LANline: Was heißt das grundsätzlich für die Standortwahl?
Jacobshagen: Das Thema Standortwahl wird sich, zumindest in Teilen, durch technologische Vorgaben selbst regeln. Durch immer weiter steigende Latenzanforderungen brauchen wir mehr dezentrale Rechenzentren und Interconnection-Infrastruktur in der Fläche. Auch Daten können sich maximal mit Lichtgeschwindigkeit bewegen. Um beispielsweise die Anforderungen von Virtual Reality zu erfüllen, bleibt den Unternehmen gar nichts anderes übrig, als die Daten näher zum Endkunden zu bringen, also dezentraler zu hosten.
LANline: Nehmen Sie dies auch in Ihren regionalen Knoten wahr?
Jacobshagen: Allerdings. Was wir heute bereits sehen, ist ein stetiges Wachstum bei unseren regionalen Internetknoten in Deutschland: Hamburg, Düsseldorf, München, unser Partner in Berlin BCIX und seit letztem Jahr der Ruhr-CIX. Einerseits haben regional agierende Player von der Wirtschaftsförderung über City-Carrier bis hin zu lokalen Rechenzentren erkannt, dass sie ihren Kunden einen direkten Zugang zum Herzen des Internets in Frankfurt ermöglichen müssen. Das wird in Zukunft ein unschätzbarer Standortfaktor sein. Andererseits steigt wie bereits erwähnt auch der Bedarf nach einem regionalen Datenaustausch. Schließlich sitzen viele der Hidden Champions und ihre Zulieferer und Partner nicht in Frankfurt, sondern oft direkt in einer Region, sodass eine Zusammenschaltung ihrer Netze vor Ort mehr Sinn ergibt.

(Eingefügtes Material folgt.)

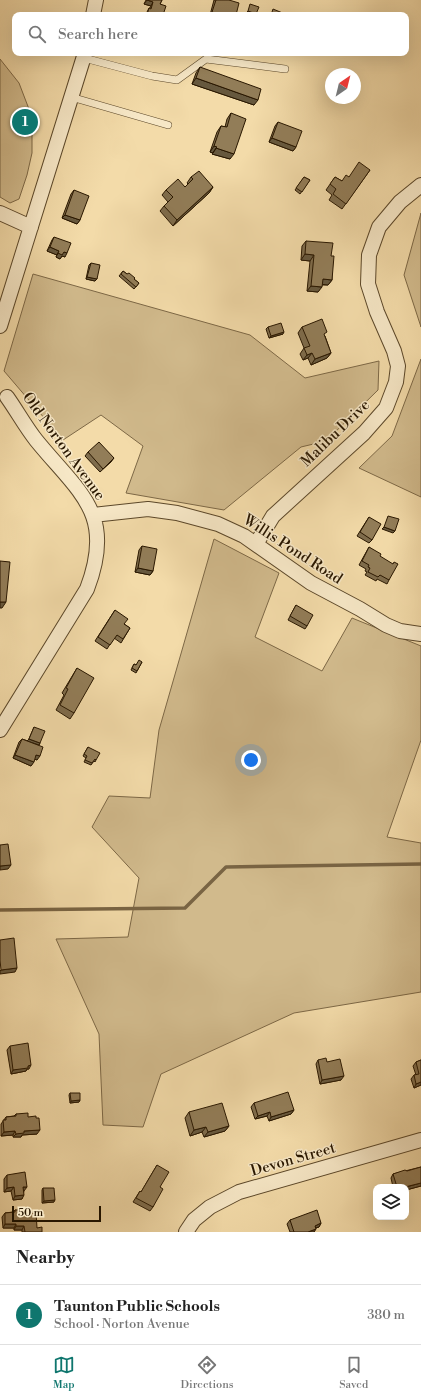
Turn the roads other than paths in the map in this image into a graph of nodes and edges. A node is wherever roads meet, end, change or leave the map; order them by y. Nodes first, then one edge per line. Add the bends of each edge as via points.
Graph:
1 (96, 0) edge
2 (94, 12) edge
3 (84, 56) edge
4 (87, 56) edge
5 (286, 69) dead end
6 (71, 97) junction
7 (168, 125) dead end
8 (421, 185) edge
9 (0, 213) edge
10 (31, 227) junction
11 (0, 326) edge
12 (7, 397) dead end
13 (93, 515) junction
14 (256, 544) junction
15 (421, 634) edge
16 (0, 730) edge
17 (421, 1140) edge
18 (186, 1232) edge

1 - 2 street
3 - 6 street
4 - 5 lane via 152,76 177,80 206,59
6 - 7 lane
6 - 10 street
8 - 14 street, Malibu Drive via 400,202 379,227 369,255 368,284 398,366 396,382 386,408 364,433 273,516
9 - 10 street
10 - 11 street
12 - 13 street, Old Norton Avenue via 35,439 76,486
13 - 14 street, Willis Pond Road via 148,509 176,513 218,524
13 - 16 street, Old Norton Avenue via 97,551 87,589
14 - 15 street, Willis Pond Road via 311,583 386,625 400,631
17 - 18 street, Devon Street via 239,1192 210,1207 194,1220

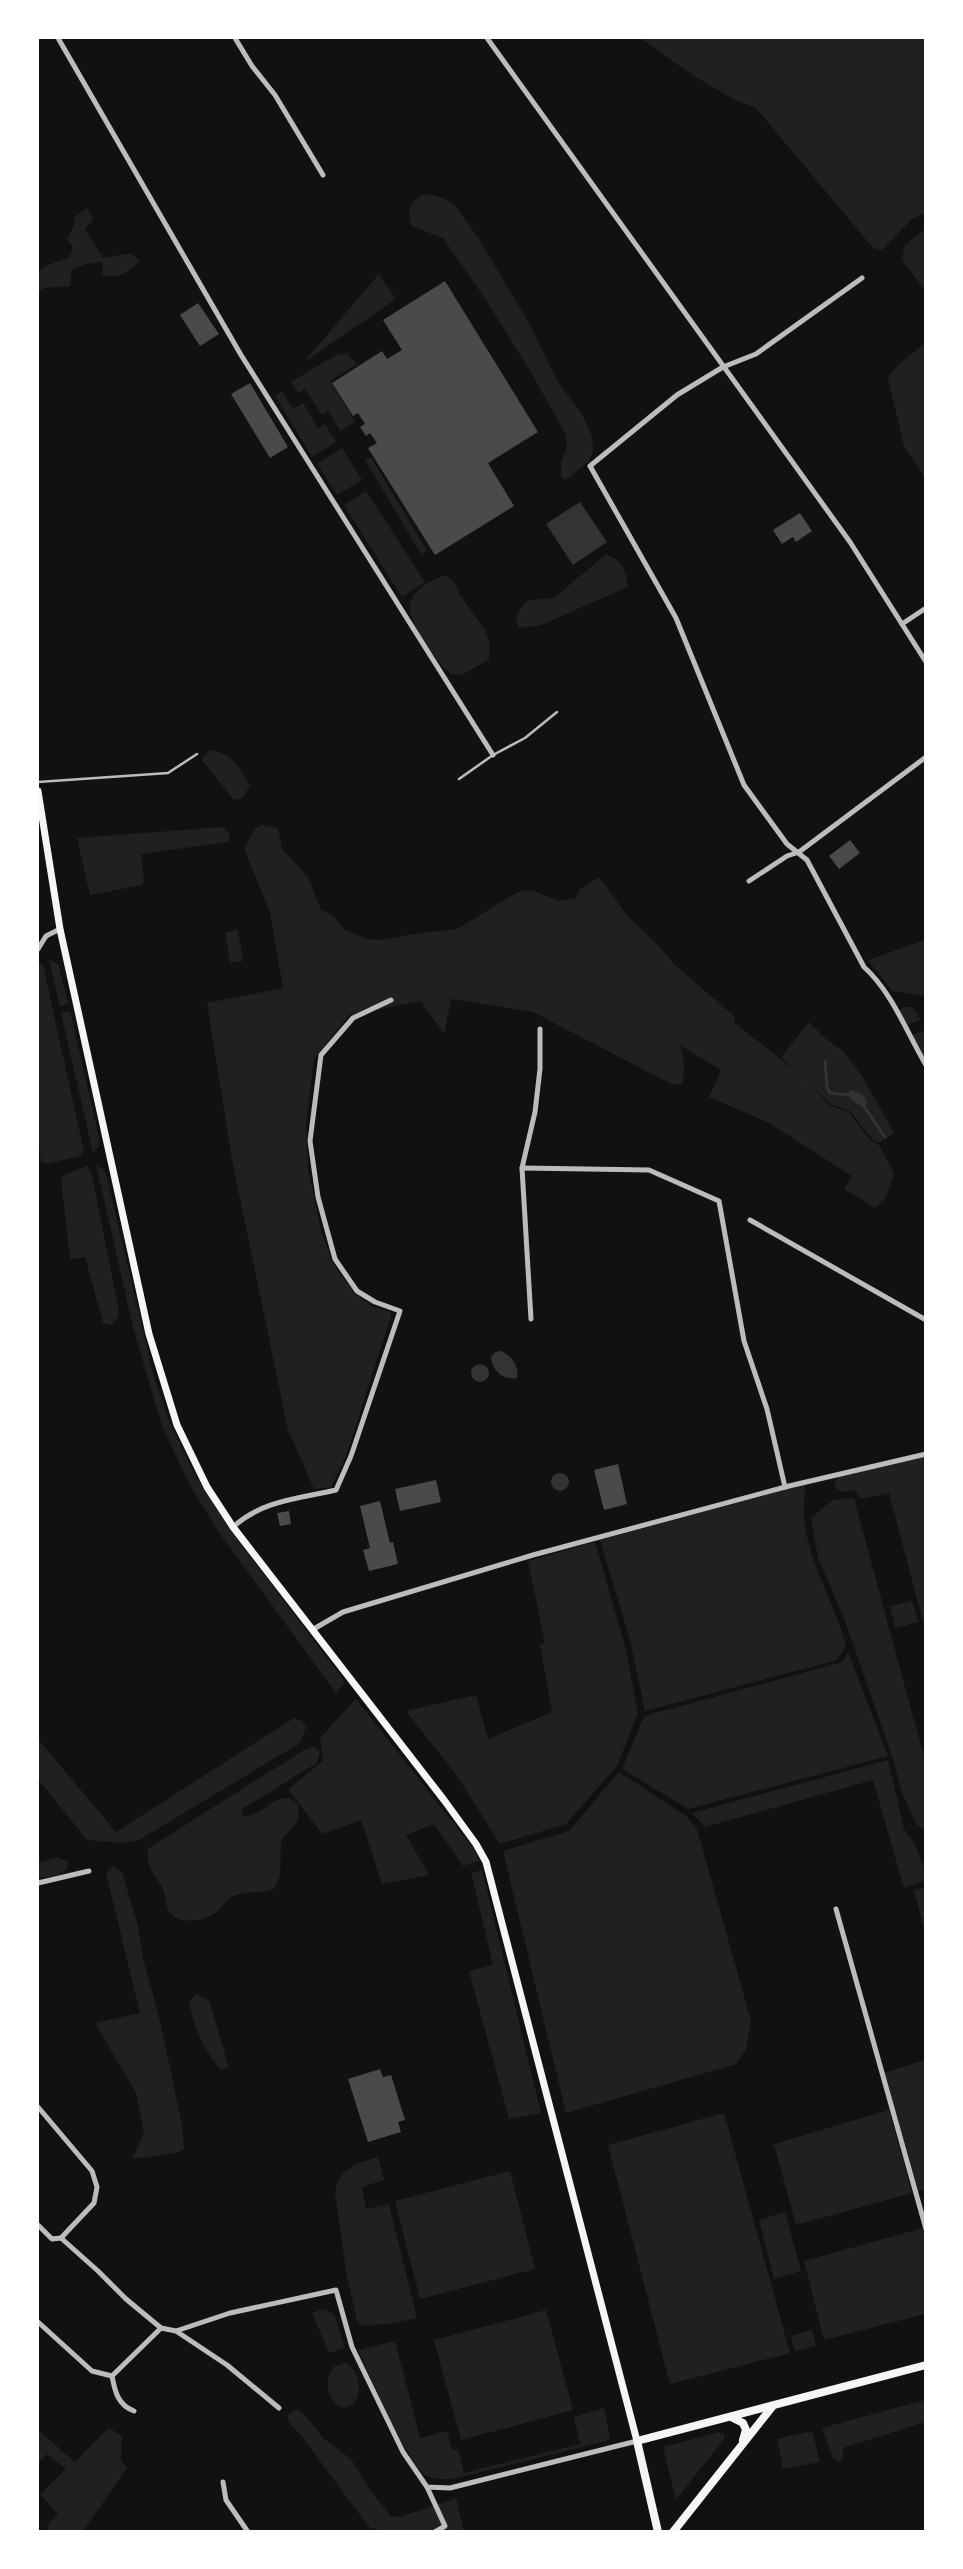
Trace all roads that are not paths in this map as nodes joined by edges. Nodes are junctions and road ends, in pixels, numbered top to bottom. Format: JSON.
{"nodes":[{"id":1,"x":58,"y":38,"type":"edge"},
{"id":2,"x":235,"y":38,"type":"edge"},
{"id":3,"x":487,"y":38,"type":"edge"},
{"id":4,"x":323,"y":175,"type":"dead end"},
{"id":5,"x":862,"y":278,"type":"dead end"},
{"id":6,"x":723,"y":367,"type":"junction"},
{"id":7,"x":926,"y":608,"type":"edge"},
{"id":8,"x":902,"y":624,"type":"junction"},
{"id":9,"x":926,"y":662,"type":"edge"},
{"id":10,"x":558,"y":712,"type":"dead end"},
{"id":11,"x":198,"y":754,"type":"dead end"},
{"id":12,"x":493,"y":755,"type":"junction"},
{"id":13,"x":926,"y":757,"type":"edge"},
{"id":14,"x":460,"y":779,"type":"dead end"},
{"id":15,"x":38,"y":782,"type":"edge"},
{"id":16,"x":38,"y":791,"type":"edge"},
{"id":17,"x":799,"y":852,"type":"junction"},
{"id":18,"x":749,"y":881,"type":"dead end"},
{"id":19,"x":60,"y":929,"type":"junction"},
{"id":20,"x":38,"y":949,"type":"edge"},
{"id":21,"x":391,"y":1000,"type":"dead end"},
{"id":22,"x":540,"y":1030,"type":"dead end"},
{"id":23,"x":926,"y":1066,"type":"edge"},
{"id":24,"x":522,"y":1168,"type":"junction"},
{"id":25,"x":750,"y":1220,"type":"dead end"},
{"id":26,"x":531,"y":1318,"type":"dead end"},
{"id":27,"x":926,"y":1320,"type":"edge"},
{"id":28,"x":926,"y":1454,"type":"edge"},
{"id":29,"x":786,"y":1487,"type":"junction"},
{"id":30,"x":233,"y":1527,"type":"junction"},
{"id":31,"x":312,"y":1630,"type":"junction"},
{"id":32,"x":88,"y":1871,"type":"dead end"},
{"id":33,"x":38,"y":1884,"type":"edge"},
{"id":34,"x":836,"y":1909,"type":"dead end"},
{"id":35,"x":38,"y":2106,"type":"edge"},
{"id":36,"x":38,"y":2225,"type":"edge"},
{"id":37,"x":926,"y":2229,"type":"edge"},
{"id":38,"x":61,"y":2238,"type":"junction"},
{"id":39,"x":38,"y":2322,"type":"edge"},
{"id":40,"x":161,"y":2328,"type":"junction"},
{"id":41,"x":176,"y":2331,"type":"junction"},
{"id":42,"x":926,"y":2365,"type":"edge"},
{"id":43,"x":112,"y":2376,"type":"junction"},
{"id":44,"x":772,"y":2407,"type":"junction"},
{"id":45,"x":279,"y":2408,"type":"dead end"},
{"id":46,"x":134,"y":2411,"type":"dead end"},
{"id":47,"x":728,"y":2418,"type":"junction"},
{"id":48,"x":638,"y":2441,"type":"junction"},
{"id":49,"x":738,"y":2450,"type":"junction"},
{"id":50,"x":223,"y":2482,"type":"dead end"},
{"id":51,"x":427,"y":2487,"type":"junction"},
{"id":52,"x":248,"y":2532,"type":"edge"},
{"id":53,"x":435,"y":2532,"type":"edge"},
{"id":54,"x":658,"y":2532,"type":"edge"},
{"id":55,"x":674,"y":2532,"type":"edge"}],
"edges":[{"from":1,"to":12,"type":"street"},
{"from":2,"to":4,"type":"street"},
{"from":3,"to":6,"type":"street"},
{"from":5,"to":6,"type":"street"},
{"from":6,"to":8,"type":"street"},
{"from":6,"to":17,"type":"street"},
{"from":7,"to":8,"type":"street"},
{"from":8,"to":9,"type":"street"},
{"from":10,"to":12,"type":"lane"},
{"from":11,"to":15,"type":"lane"},
{"from":12,"to":14,"type":"lane"},
{"from":13,"to":17,"type":"street"},
{"from":16,"to":19,"type":"main road"},
{"from":17,"to":18,"type":"street"},
{"from":17,"to":23,"type":"street"},
{"from":19,"to":20,"type":"street"},
{"from":19,"to":30,"type":"main road"},
{"from":21,"to":30,"type":"street"},
{"from":22,"to":24,"type":"street"},
{"from":24,"to":26,"type":"street"},
{"from":24,"to":29,"type":"street"},
{"from":25,"to":27,"type":"street"},
{"from":28,"to":29,"type":"street"},
{"from":29,"to":31,"type":"street"},
{"from":30,"to":31,"type":"main road"},
{"from":31,"to":48,"type":"main road"},
{"from":32,"to":33,"type":"street"},
{"from":34,"to":37,"type":"street"},
{"from":35,"to":38,"type":"street"},
{"from":36,"to":38,"type":"street"},
{"from":38,"to":40,"type":"street"},
{"from":39,"to":43,"type":"street"},
{"from":40,"to":41,"type":"street"},
{"from":40,"to":43,"type":"street"},
{"from":41,"to":45,"type":"street"},
{"from":41,"to":51,"type":"street"},
{"from":42,"to":44,"type":"main road"},
{"from":43,"to":46,"type":"street"},
{"from":44,"to":47,"type":"main road"},
{"from":44,"to":49,"type":"main road"},
{"from":47,"to":48,"type":"main road"},
{"from":47,"to":49,"type":"main road"},
{"from":48,"to":51,"type":"street"},
{"from":48,"to":54,"type":"main road"},
{"from":49,"to":55,"type":"main road"},
{"from":50,"to":52,"type":"street"},
{"from":51,"to":53,"type":"street"}]}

LANline: Das hat auch wiederum Konsequenzen für Ihr Angebot …
Jacobshagen: Das stimmt, unter anderem für solche regionalen Vernetzungen mit einem Internet Exchange direkt vor Ort haben wir unser DE-CIX-as-a-Service-Programm entwickelt. Dabei helfen wir regionalen Rechenzentrumsbetreibern, einen
eigenen Internetknoten aufzubauen, übernehmen den kompletten Betrieb und unterstützen beim Marketing.
LANline: In manchen Branchen und Anwendungsszenarien hat sich die Erkenntnis durchgesetzt, dass sich Daten besser als Strom transportieren lassen. Wie wird dies die Datacenter-Branche beeinflussen?

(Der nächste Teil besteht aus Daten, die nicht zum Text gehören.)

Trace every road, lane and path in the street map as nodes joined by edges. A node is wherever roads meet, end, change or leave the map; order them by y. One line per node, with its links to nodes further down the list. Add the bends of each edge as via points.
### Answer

Jacobshagen: Wie ich schon beschrieben habe, sehen wir einen beginnenden Trend zur Regionalisierung in der Rechenzentrumsbranche. Somit ist die Standortwahl wichtiger denn je. Aber auch die Vernetzung muss näher zu den Rechenzentren kommen, entweder mit regionalen Internetknotenpunkten oder dem Anschluss an einen existierenden Knoten als sogenannte „Enabled Site“. So müssen die Daten nicht den Umweg über das öffentliche Internet nehmen und gelangen direkt ans Ziel, und zwar unabhängig davon, ob in der Region oder zu einem Cloud-Anbieter, zum Beispiel am Hub in Frankfurt. Das Ziel ist es, auch Daten so lange wie möglich in der Region direkt und effizient auszutauschen.
LANline: Ein wichtiger Punkt ist derzeit der Ressourceneinsatz. Was unternimmt DE-CIX in diesem Bereich konkret?

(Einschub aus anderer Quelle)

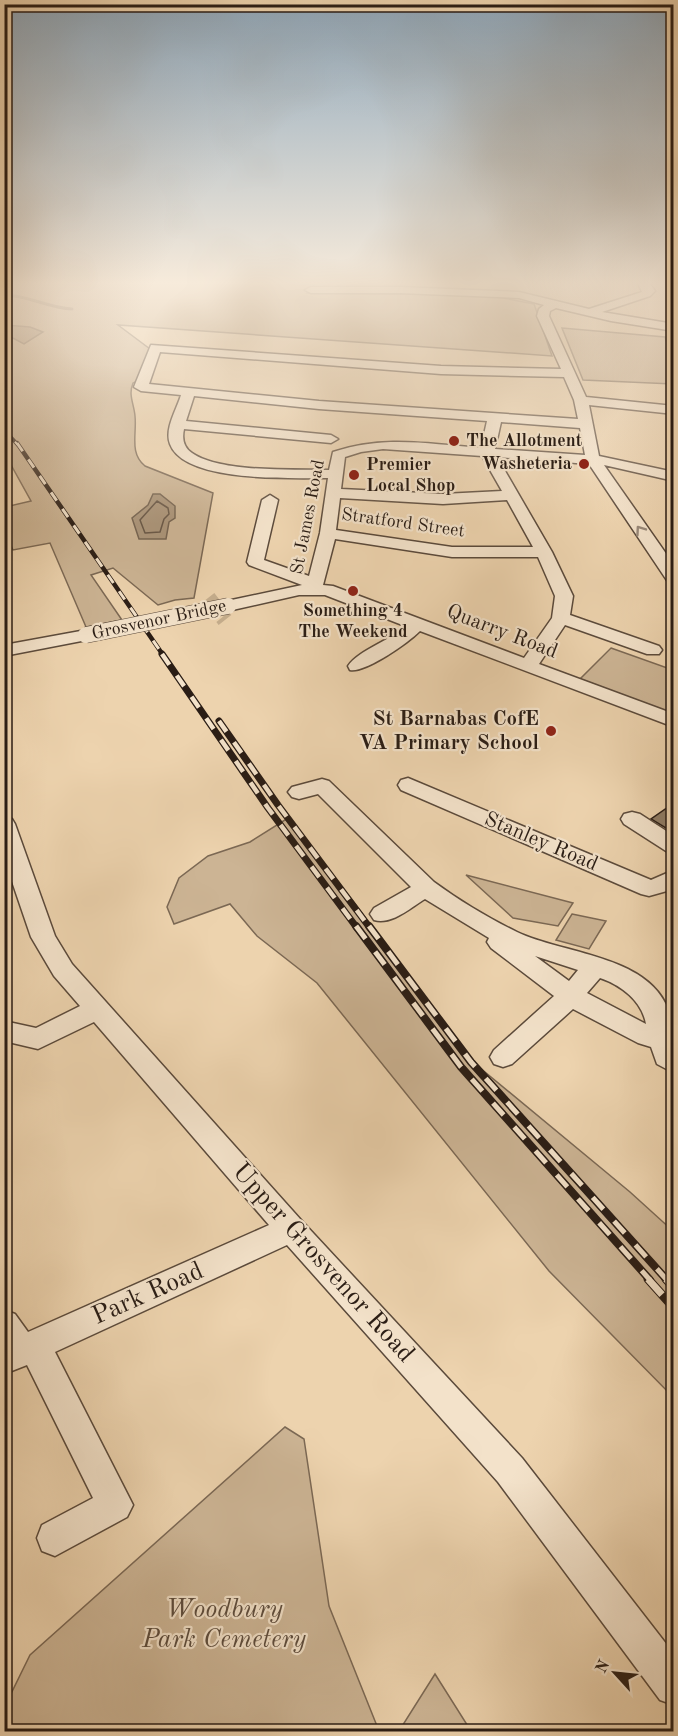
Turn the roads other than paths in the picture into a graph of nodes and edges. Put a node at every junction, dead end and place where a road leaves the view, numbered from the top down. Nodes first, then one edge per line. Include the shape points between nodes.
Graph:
1 (150, 362) edge
2 (337, 362) edge
3 (563, 362) edge
4 (568, 373) junction
5 (189, 392) junction
6 (581, 400) junction
7 (319, 405) junction
8 (674, 410) edge
9 (495, 418) junction
10 (179, 424) junction
11 (585, 424) junction
12 (331, 439) junction
13 (487, 452) junction
14 (338, 455) junction
15 (593, 459) junction
16 (334, 474) junction
17 (674, 477) edge
18 (334, 493) junction
19 (510, 495) junction
20 (270, 500) dead end
21 (328, 533) junction
22 (544, 552) junction
23 (674, 578) edge
24 (315, 586) junction
25 (561, 618) junction
26 (417, 624) junction
27 (351, 648) dead end
28 (653, 650) dead end
29 (4, 651) edge
30 (528, 666) junction
31 (674, 721) edge
32 (408, 785) dead end
33 (298, 792) dead end
34 (632, 819) dead end
35 (4, 824) edge
36 (674, 846) edge
37 (674, 878) edge
38 (435, 895) junction
39 (382, 914) dead end
40 (594, 968) junction
41 (572, 996) junction
42 (98, 1010) junction
43 (4, 1030) edge
44 (661, 1039) junction
45 (503, 1057) dead end
46 (674, 1063) edge
47 (291, 1229) junction
48 (4, 1325) edge
49 (21, 1351) edge
50 (55, 1538) dead end
51 (674, 1686) edge

1 - 5 street via 141,387
2 - 4 street via 441,370
3 - 4 street
4 - 6 street
5 - 7 street
5 - 10 street
6 - 8 street
6 - 11 street
7 - 9 street
7 - 12 street
9 - 11 street
9 - 13 street
10 - 12 street
10 - 16 street via 176,443 182,453 206,465 230,470
11 - 15 street
12 - 14 street
13 - 14 street, St James Road via 383,445
13 - 15 street, St James Road
13 - 19 street
14 - 16 street, St James Road
15 - 17 street, St James Road
23 -> 15 street
16 - 18 street, St James Road
18 - 19 street via 442,499
18 - 21 street, St James Road
19 - 22 street
20 - 24 street, Quarry Road via 255,562
21 - 22 street, Stratford Street via 452,552
21 - 24 street, St James Road
22 - 25 street via 564,596
24 - 26 street, Quarry Road
24 - 29 street, Grosvenor Bridge, bridge
25 - 28 street via 634,636
25 - 30 street
26 - 27 street via 388,648 362,661
26 - 30 street, Quarry Road
30 - 31 street, Quarry Road
32 - 37 street, Stanley Road via 649,888
33 - 38 street via 322,786
34 - 36 street
35 - 42 street, Upper Grosvenor Road via 43,937 63,970
38 - 39 street
38 - 40 street via 510,939
38 - 41 street
40 - 41 street
40 - 44 street via 617,974 642,991 656,1010
41 - 44 street via 647,1036
41 - 45 street
42 - 43 street via 39,1039
42 - 47 street, Upper Grosvenor Road
44 - 46 street via 666,1057
47 - 49 street, Park Road
47 - 51 street, Upper Grosvenor Road via 510,1470
48 - 49 street
49 - 50 street via 115,1505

Jacobshagen: Wir sind uns als Betreiber einer für die digitale Kommunikation kritischen Infrastruktur auch in Sachen Ökobilanz unserer Verantwortung bewusst. Im Rahmen unserer weltweiten Tätigkeiten versuchen wir seit unserer Gründung vor über 25 Jahren, das Thema Effizienz nach vorne zu treiben. Dazu gehört an erster Stelle der Einsatz der jeweils aktuellsten Hardware, die zur Steigerung der Energieeffizienz beiträgt. Darüber hinaus werden durch die zunehmende und immer schneller werdende Vernetzung erst der effiziente Einsatz von Energie, die Steuerung der Nutzung von Energie, sowie die effiziente Vernetzung von Geräten im Sinne der Automatisierung möglich. Außerdem gibt es in der Stromerzeugung durch Solar- und Windenergie Tendenzen zur Regionalisierung, was mit dem Trend in der Rechenzentrumsbranche einhergeht. Damit wäre die Kopplung von lokaler erneuerbarer Energieerzeugung mit dezentralen Rechenzentren sicher ein zukunftsweisendes Konzept.
LANline: Das gelingt im Zusammenspiel meist besser …
Jacobshagen: Auch das stimmt. Wir sind als Mieter von Flächen innerhalb der Rechenzentren von den infrastrukturellen Gegebenheiten dort auch in Sachen Ökologie abhängig. Die Unterstützung unserer Datacenter-Partner beim Vorantreiben ökologischer Themen, wie beispielsweise Abwärmenutzung, ist für uns dabei selbstverständlich. Hier sehen wir in Zukunft ein sehr großes Potenzial.
LANline: Frau Jacobshagen, herzlichen Dank für das interessante Gespräch.